Read through the listing below, and copy every line where the string "graph" appears.

*** PROVIDED DATA

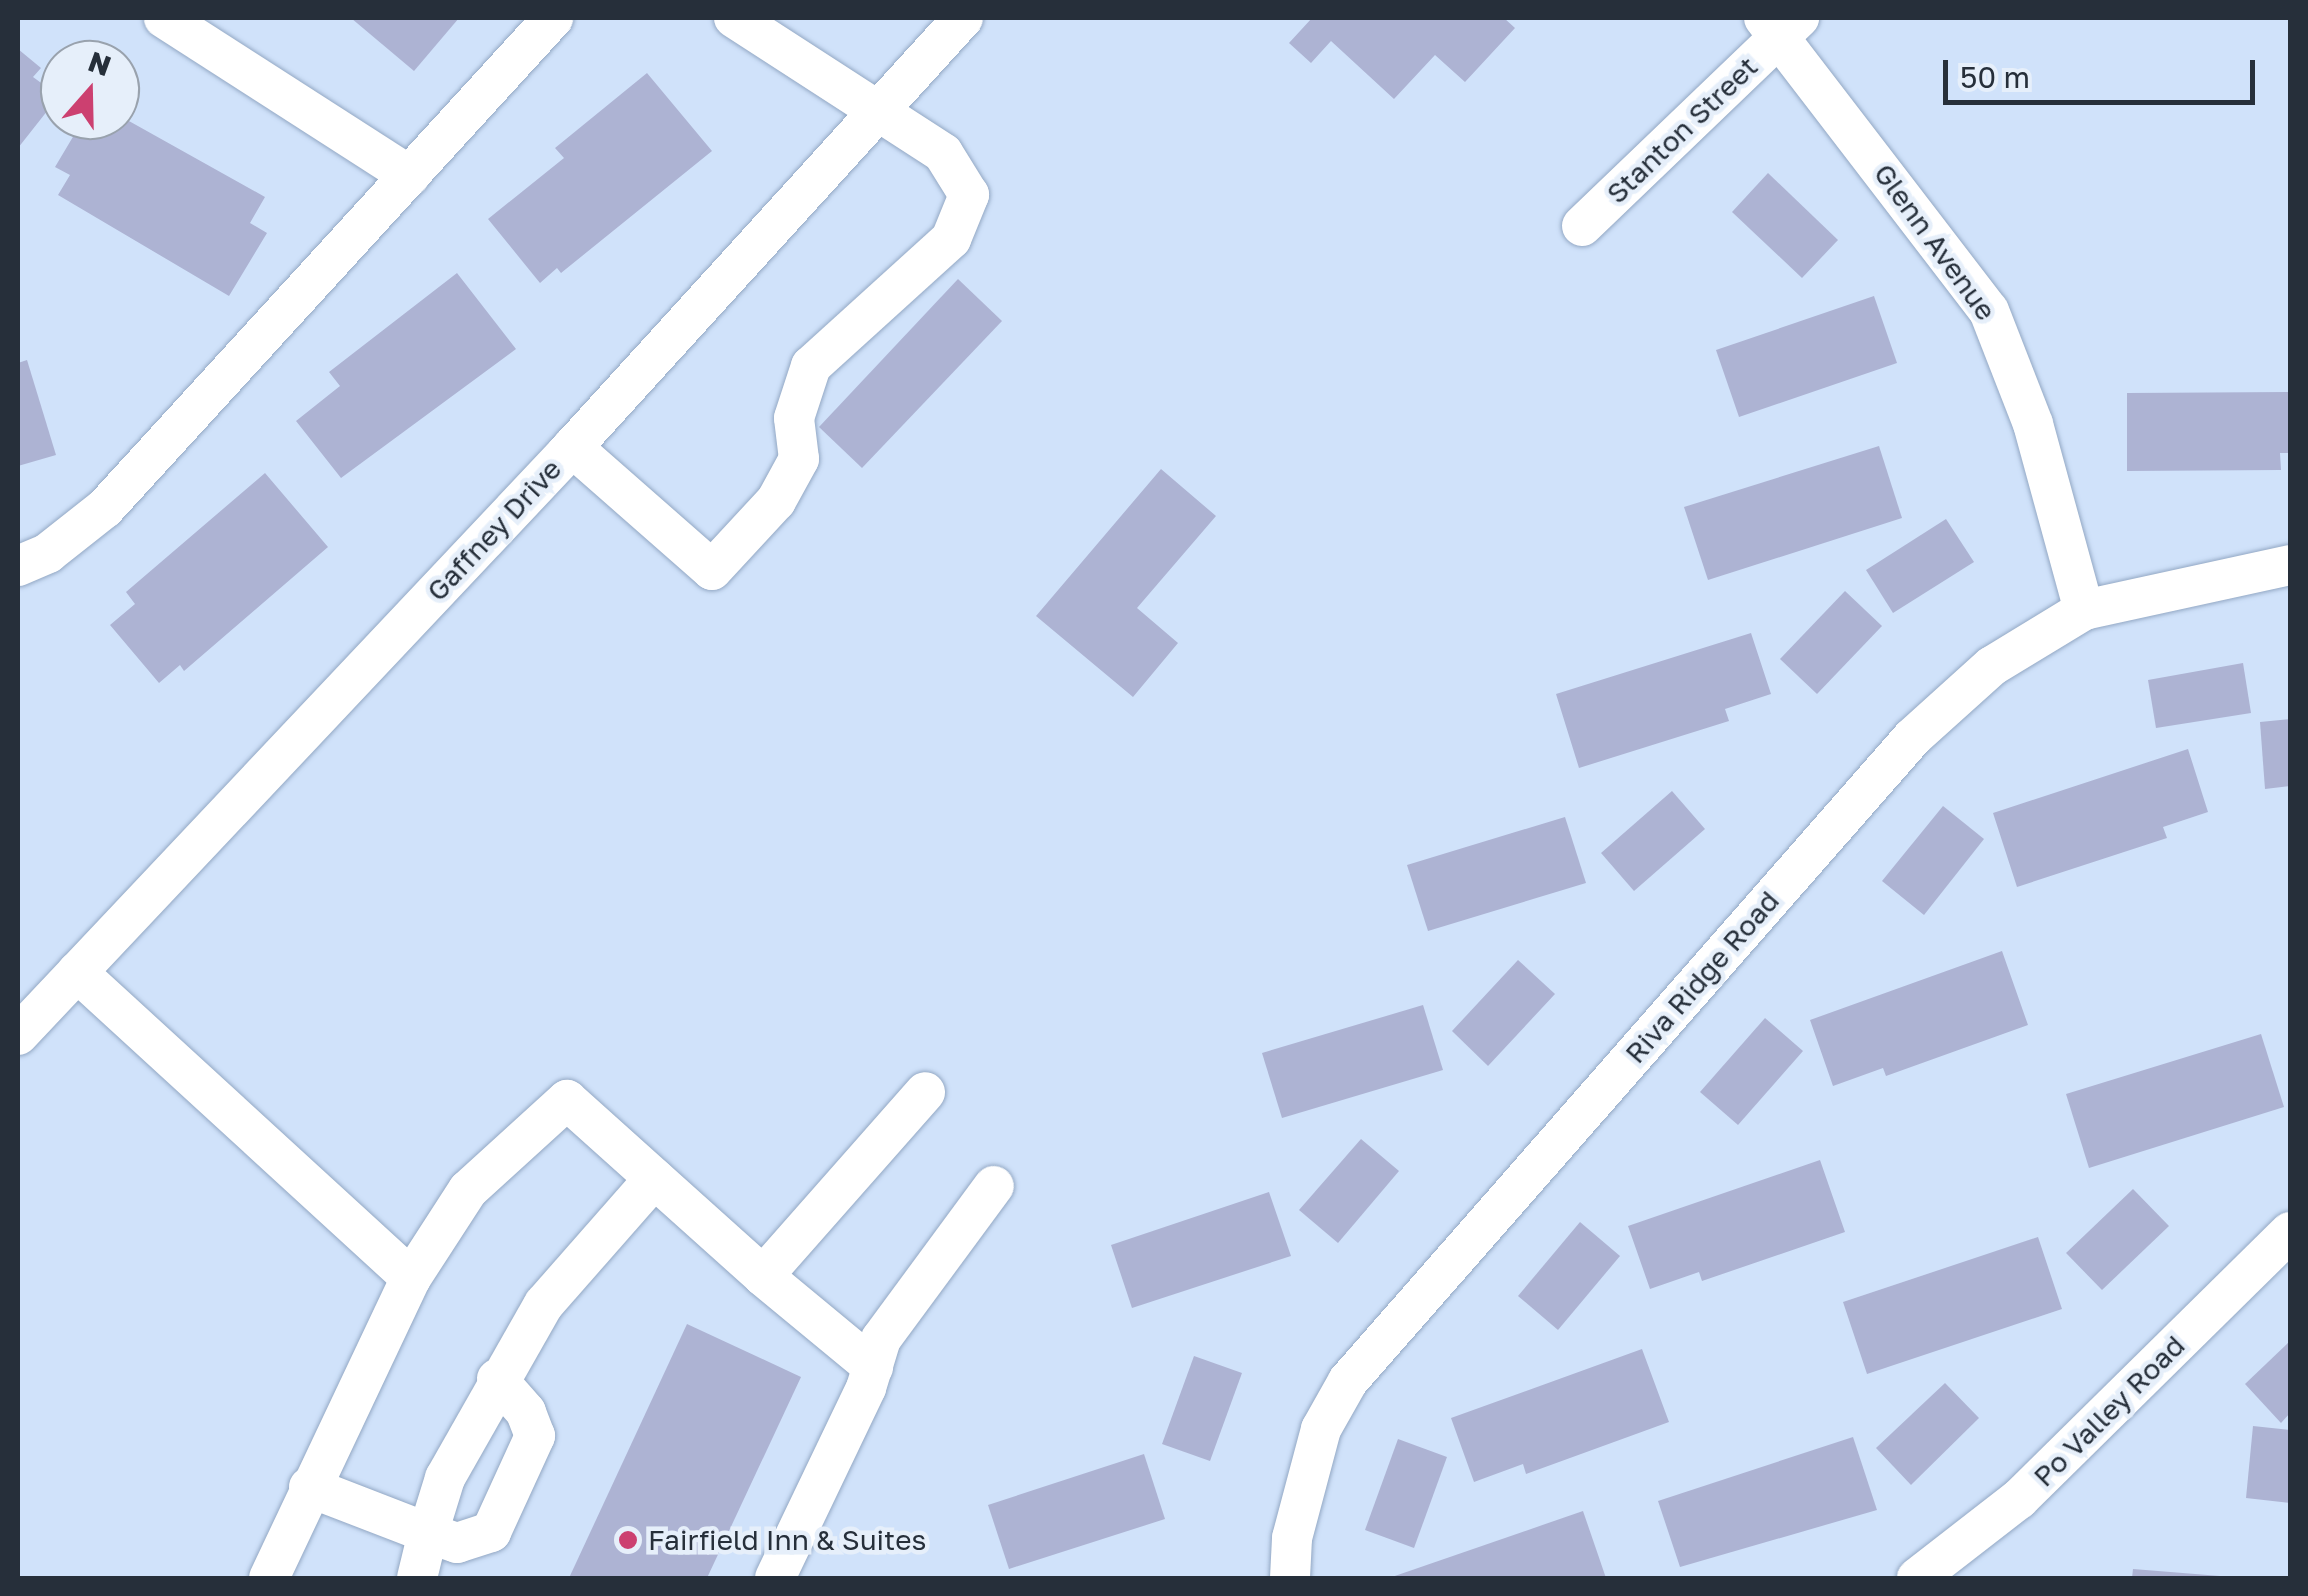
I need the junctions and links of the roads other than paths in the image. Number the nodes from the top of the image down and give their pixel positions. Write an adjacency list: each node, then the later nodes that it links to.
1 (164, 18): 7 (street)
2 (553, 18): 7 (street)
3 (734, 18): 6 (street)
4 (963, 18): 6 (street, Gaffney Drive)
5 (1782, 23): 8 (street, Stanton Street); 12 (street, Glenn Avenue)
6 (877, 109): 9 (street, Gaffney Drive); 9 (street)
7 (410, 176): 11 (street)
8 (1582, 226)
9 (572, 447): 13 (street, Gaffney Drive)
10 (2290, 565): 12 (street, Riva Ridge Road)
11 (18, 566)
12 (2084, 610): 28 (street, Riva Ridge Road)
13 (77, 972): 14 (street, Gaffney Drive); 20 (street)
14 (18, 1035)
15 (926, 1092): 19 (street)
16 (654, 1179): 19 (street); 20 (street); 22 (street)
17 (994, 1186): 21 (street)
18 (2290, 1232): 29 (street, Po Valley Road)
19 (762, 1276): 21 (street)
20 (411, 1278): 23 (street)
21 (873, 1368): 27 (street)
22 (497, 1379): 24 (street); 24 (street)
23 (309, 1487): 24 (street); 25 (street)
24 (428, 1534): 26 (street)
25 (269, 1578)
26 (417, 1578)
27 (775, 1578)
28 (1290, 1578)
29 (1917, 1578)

******
*** PROVIDED DATA

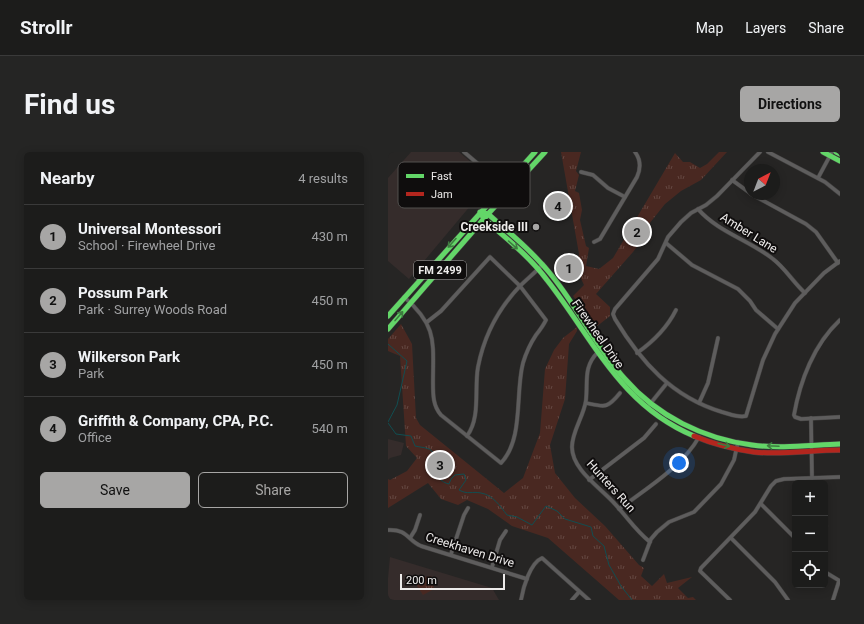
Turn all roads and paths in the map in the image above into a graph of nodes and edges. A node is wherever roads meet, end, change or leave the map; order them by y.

******
*** PROVIDED DATA

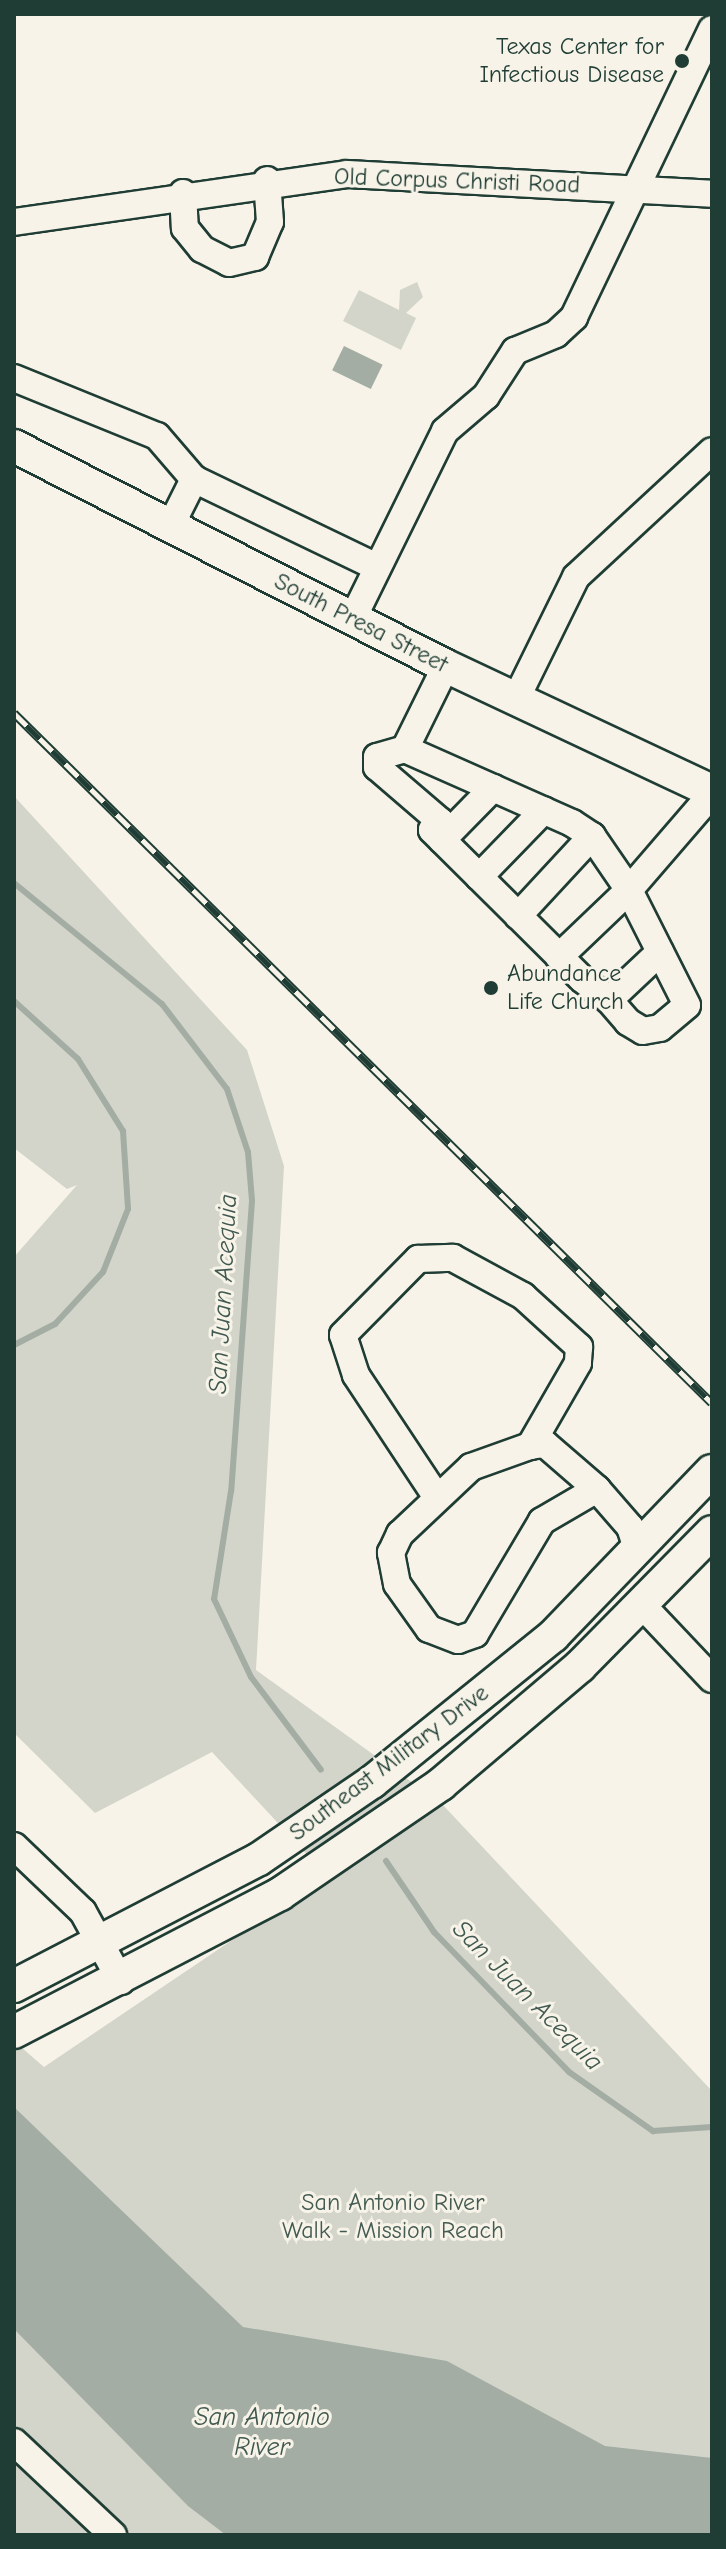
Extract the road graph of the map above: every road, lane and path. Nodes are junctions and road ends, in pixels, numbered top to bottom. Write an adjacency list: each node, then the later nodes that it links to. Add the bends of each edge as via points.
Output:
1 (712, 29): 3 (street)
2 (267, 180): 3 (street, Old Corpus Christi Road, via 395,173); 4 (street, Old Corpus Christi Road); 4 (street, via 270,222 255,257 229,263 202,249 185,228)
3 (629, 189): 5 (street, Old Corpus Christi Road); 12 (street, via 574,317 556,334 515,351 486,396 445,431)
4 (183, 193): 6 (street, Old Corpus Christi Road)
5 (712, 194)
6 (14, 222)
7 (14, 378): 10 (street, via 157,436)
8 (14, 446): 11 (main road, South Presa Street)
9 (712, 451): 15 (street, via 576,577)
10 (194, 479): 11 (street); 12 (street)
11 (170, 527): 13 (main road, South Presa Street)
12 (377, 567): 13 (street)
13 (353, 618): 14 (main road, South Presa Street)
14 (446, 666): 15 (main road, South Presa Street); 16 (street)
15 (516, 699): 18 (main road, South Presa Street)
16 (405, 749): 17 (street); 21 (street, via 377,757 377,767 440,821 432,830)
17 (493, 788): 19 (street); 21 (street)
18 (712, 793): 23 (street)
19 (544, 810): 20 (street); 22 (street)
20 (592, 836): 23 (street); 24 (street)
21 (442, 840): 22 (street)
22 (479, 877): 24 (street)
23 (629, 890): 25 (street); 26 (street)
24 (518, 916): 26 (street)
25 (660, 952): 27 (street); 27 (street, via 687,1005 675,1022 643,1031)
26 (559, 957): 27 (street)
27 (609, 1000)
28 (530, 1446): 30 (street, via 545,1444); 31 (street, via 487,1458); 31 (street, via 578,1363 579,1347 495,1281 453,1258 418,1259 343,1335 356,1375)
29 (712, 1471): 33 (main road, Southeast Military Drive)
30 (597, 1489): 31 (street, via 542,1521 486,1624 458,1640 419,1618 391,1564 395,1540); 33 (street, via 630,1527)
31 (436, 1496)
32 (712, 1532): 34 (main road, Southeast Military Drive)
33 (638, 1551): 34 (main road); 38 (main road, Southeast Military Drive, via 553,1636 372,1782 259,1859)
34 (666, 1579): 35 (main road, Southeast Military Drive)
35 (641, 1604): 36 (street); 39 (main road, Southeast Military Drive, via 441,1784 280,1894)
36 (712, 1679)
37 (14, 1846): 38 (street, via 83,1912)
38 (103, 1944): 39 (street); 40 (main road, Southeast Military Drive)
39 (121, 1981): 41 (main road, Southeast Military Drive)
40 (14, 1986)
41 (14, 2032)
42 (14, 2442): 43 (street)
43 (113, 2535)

******

- FINISHED TASK:
Turn all roads and paths in the map in the image above into a graph of nodes and edges. A node is wherever roads meet, end, change or leave the map; order them by y.
Extract the road graph of the map above: every road, lane and path. Nodes are junctions and road ends, in pixels, numbered top to bottom. Write an adjacency list: each node, then the later nodes that it links to. Add the bends of each edge as via points.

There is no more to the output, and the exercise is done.